Im HöhlenErlebnisZentrum in Bad Grund im Harz können die heutigen Nachfahren die Geschichte ihrer Vorfahren aus der Bronzezeit erleben und ihnen wahrhaftig in die Augen schauen. Denn mit Hilfe der Informationen aus der DNA und der Kriminaltechnik konnten drei der Individuen aus der Höhle rekonstruiert werden.
Höhere Überlebenschancen mit Laktosetoleranz
Die Knochen verrieten den Forschenden jedoch nicht nur etwas über Verwandtschaftsverhältnisse, sondern auch über die Ernährung in der damaligen Zeit. Heutzutage ist es nicht mehr überlebenswichtig, ob wir Laktose vertragen oder nicht. Damals aber schon: Wer Laktose und damit Milchprodukte vertrug, hatte eine größere Auswahl an Nahrungsmitteln und war nicht ausschließlich auf das Getreide vom Feld oder das Fleisch der Tiere angewiesen. Mit den Milchprodukten hatten laktosetolerante Menschen dauerhaften Zugang zu hochkalorischer Nahrung, auch wenn die Ernte mal schlecht ausfiel. Ein Großteil der Individuen aus der Lichtensteinhöhle war schon laktosetolerant.

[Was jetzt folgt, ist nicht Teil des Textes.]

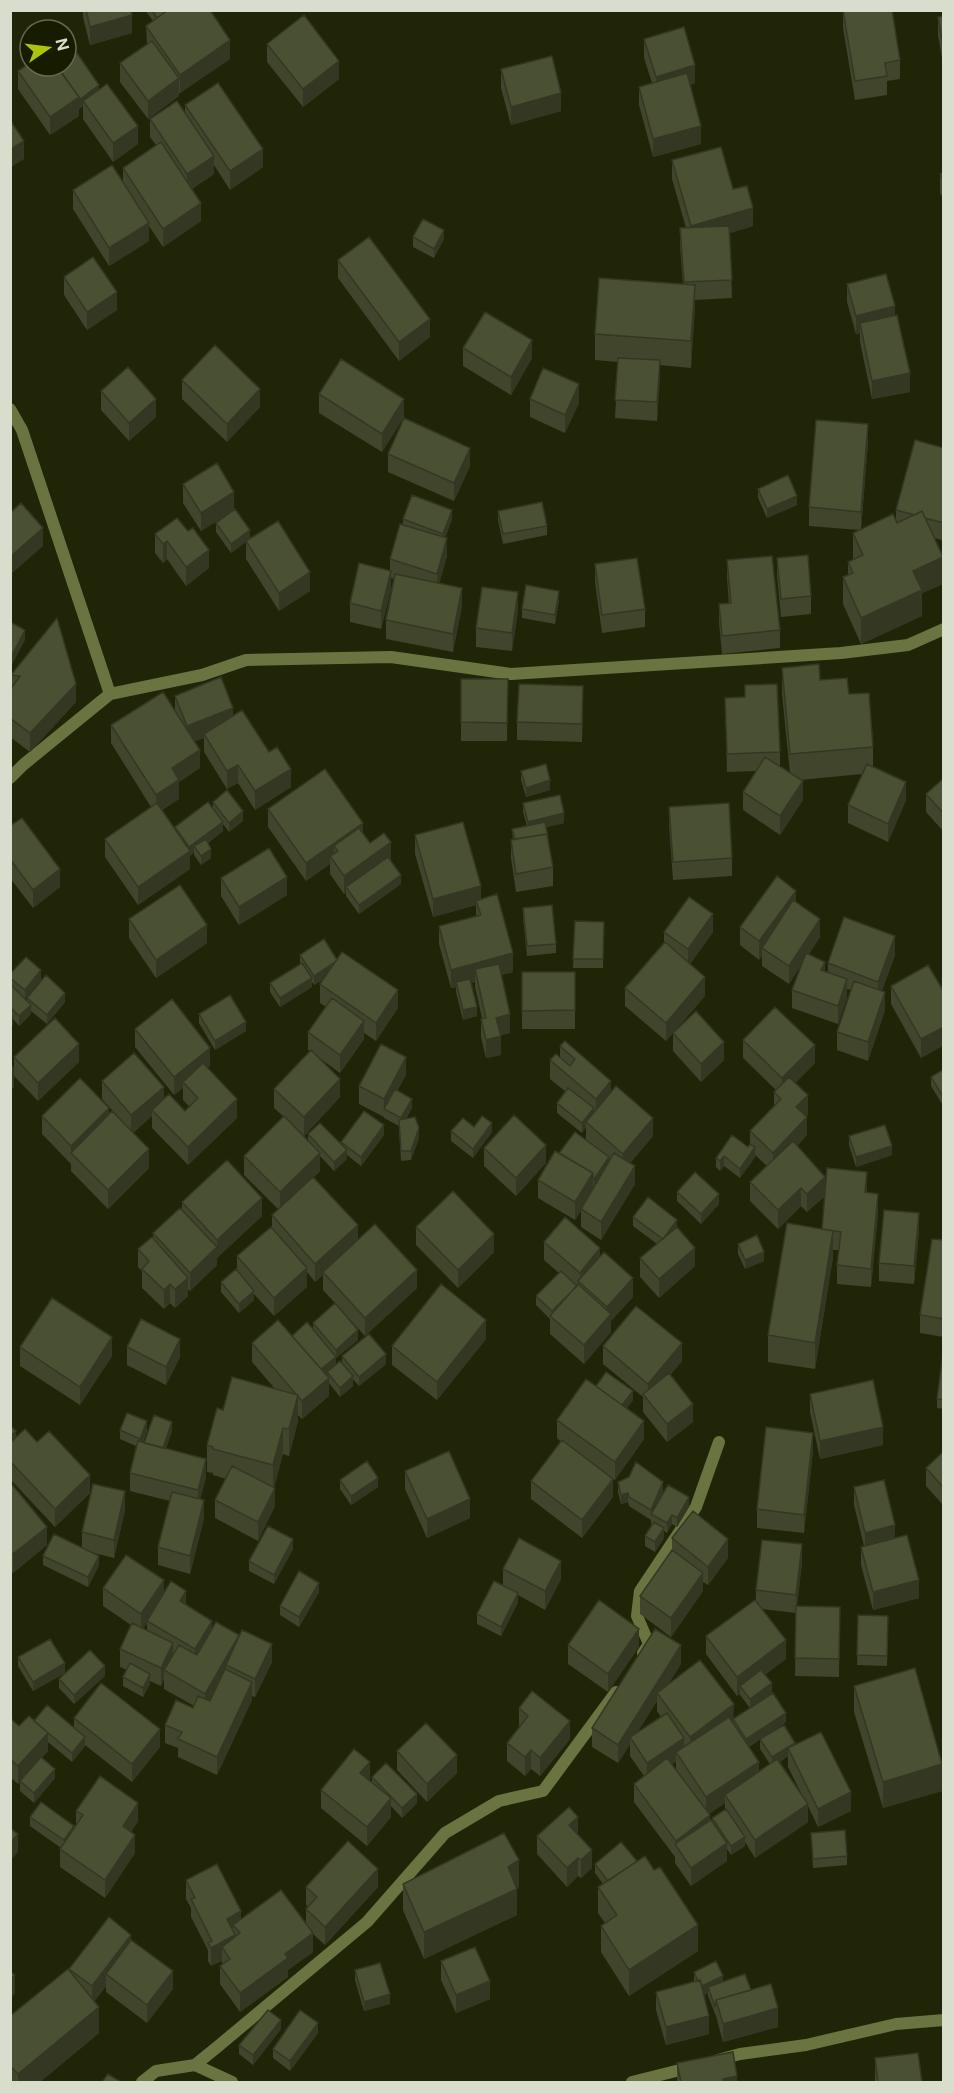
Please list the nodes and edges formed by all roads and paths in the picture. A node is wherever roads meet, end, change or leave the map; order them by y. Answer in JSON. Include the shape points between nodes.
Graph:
{"nodes":[{"id":1,"x":10,"y":409,"type":"edge"},
{"id":2,"x":944,"y":630,"type":"edge"},
{"id":3,"x":110,"y":694,"type":"junction"},
{"id":4,"x":10,"y":778,"type":"edge"},
{"id":5,"x":719,"y":1442,"type":"dead end"},
{"id":6,"x":636,"y":1663,"type":"edge"},
{"id":7,"x":623,"y":1682,"type":"edge"},
{"id":8,"x":944,"y":2020,"type":"edge"},
{"id":9,"x":195,"y":2065,"type":"junction"},
{"id":10,"x":142,"y":2082,"type":"edge"},
{"id":11,"x":232,"y":2082,"type":"edge"},
{"id":12,"x":632,"y":2082,"type":"edge"}],
"edges":[{"from":1,"to":3,"type":"street","via":[[22,430]]},
{"from":2,"to":3,"type":"street","via":[[908,645],[841,653],[511,674],[391,657],[246,660],[202,675]]},
{"from":3,"to":4,"type":"street"},
{"from":5,"to":6,"type":"street","via":[[696,1507],[640,1591],[637,1616],[649,1644]]},
{"from":7,"to":9,"type":"street","via":[[543,1791],[499,1802],[445,1833],[367,1922]]},
{"from":8,"to":12,"type":"street","via":[[896,2024],[806,2045],[740,2054]]},
{"from":9,"to":10,"type":"street","via":[[156,2071]]},
{"from":9,"to":11,"type":"street"}]}
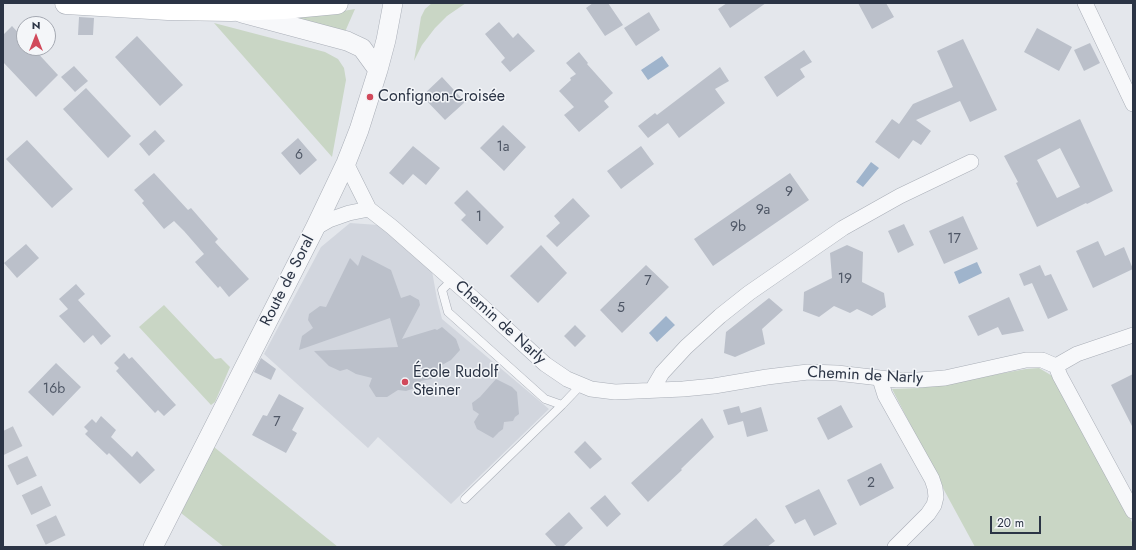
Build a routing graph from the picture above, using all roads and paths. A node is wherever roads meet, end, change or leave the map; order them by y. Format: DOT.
graph roads {
  1 [pos="66,3"];
  2 [pos="337,3"];
  3 [pos="393,3"];
  4 [pos="1085,3"];
  5 [pos="230,10"];
  6 [pos="378,70"];
  7 [pos="1133,104"];
  8 [pos="971,162"];
  9 [pos="346,163"];
  10 [pos="369,209"];
  11 [pos="314,228"];
  12 [pos="447,285"];
  13 [pos="1133,335"];
  14 [pos="1056,366"];
  15 [pos="880,379"];
  16 [pos="581,385"];
  17 [pos="652,390"];
  18 [pos="562,405"];
  19 [pos="465,499"];
  20 [pos="1133,511"];
  21 [pos="153,547"];
  22 [pos="895,547"];
  1 -- 5 [label="main road"];
  2 -- 5 [label="main road"];
  3 -- 6 [label="street, Route de Soral"];
  4 -- 7 [label="street"];
  5 -- 6 [label="street"];
  6 -- 9 [label="street, Route de Soral"];
  8 -- 17 [label="street"];
  9 -- 10 [label="street, Chemin de Narly"];
  9 -- 11 [label="street, Route de Soral"];
  10 -- 11 [label="street"];
  10 -- 12 [label="street, Chemin de Narly"];
  11 -- 21 [label="street, Route de Soral"];
  12 -- 16 [label="street, Chemin de Narly"];
  12 -- 18 [label="lane"];
  13 -- 14 [label="street"];
  14 -- 15 [label="street, Chemin de Narly"];
  14 -- 20 [label="street"];
  15 -- 17 [label="street, Chemin de Narly"];
  15 -- 22 [label="street"];
  16 -- 17 [label="street, Chemin de Narly"];
  16 -- 18 [label="lane"];
  18 -- 19 [label="lane"];
}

Damit konnte Dr. Susanne Hummel eine von zwei bis dahin konkurrierenden Theorien widerlegen: Die Ural-Theorie besagt, dass die genetische Veranlagung zur Laktosetoleranz erst vor etwa 4.000 Jahren aus dem Ural nach Mitteleuropa gekommen war. Mit den Ergebnissen aus der Lichtensteinhöhle ist nun klar, dass das schon deutlich früher passiert sein muss. Das spricht für die zweite Anatolien-Theorie, nach der die Milchverträglichkeit schon viel früher, vor rund 10.000 Jahren, aus Anatolien in den Harz gelangt war. Denn immerhin 60 Prozent der Höhlenbewohner waren schon laktosetolerant. Dafür hätte eine erst 1.000 Jahre vorher eingeführte Mutation nicht genügend Zeit gehabt.